I’m recycling again, partly because I’m in LA this week, but mostly because I’m lazy. So, apologies if you’ve read these before, but I actually liked this one, so screw you, I don’t care. I take back my apology. I don’t care what you think.

Hey, where are you going? I didn’t mean it. I’ll be better, I promise. Just don’t tell my mom, okay? She’ll take away my video game privileges. Then what will I do for fun? Think of new Top 5s? No thank you.

Here they are, bow before the 7 essential vitamins in every serving.

5. Cookie Crisp – This cereal is very simple. Cookies + milk = delicious. I don’t know why it took so long for people to come up with this. What, kids aren’t eating breakfast? Whatever will we do? Why are you dunking that cookie in milk? Let me try that … Eureka! It’s like the first guy to ever match peanut butter with jelly. It was just meant to be.
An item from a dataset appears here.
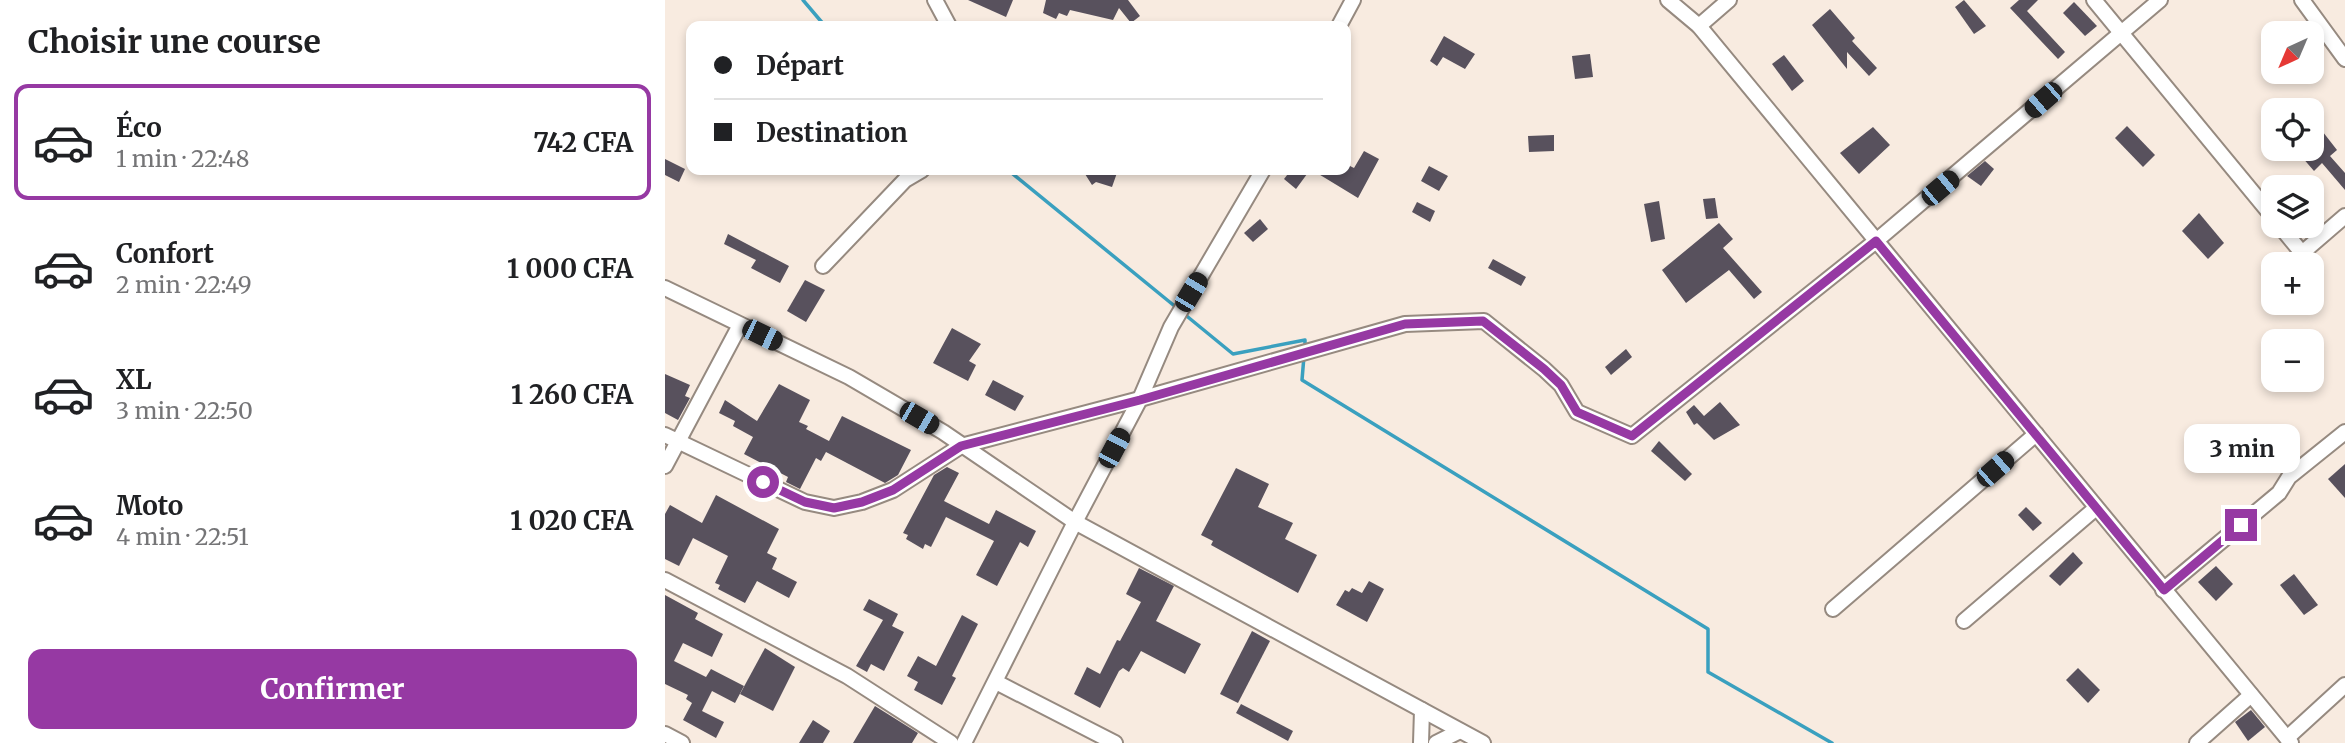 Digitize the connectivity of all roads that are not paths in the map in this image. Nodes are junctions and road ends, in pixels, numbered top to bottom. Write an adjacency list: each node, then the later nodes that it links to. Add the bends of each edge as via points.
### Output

4. Cocoa Puffs – This is by far the best of the Cocoa cereals. Cocoa Krispies just turn to mush. Cocoa Pebbles are only slightly better. Cocoa Puffs, on the other hand, have just the right consistency to be both long lasting and great tasting. And as an added bonus you get a bowl full of perfectly mixed chocolate milk after every serving. Who doesn’t like chocolate milk? Communists, Nazis, and Terrorists, that’s who.

3. Oops! All Berries – Again, why it took so long to come up with this cereal is beyond me. All they did was take Crunch Berries, which are delicious despite the risk of cutting your mouth open, and remove the risky little yellow things that do all the slicing, leaving only the delicious fruity little balls and no more sharp edges. Who can say no to delicious fruity little balls? Screw the Cap’n, bring back the berries.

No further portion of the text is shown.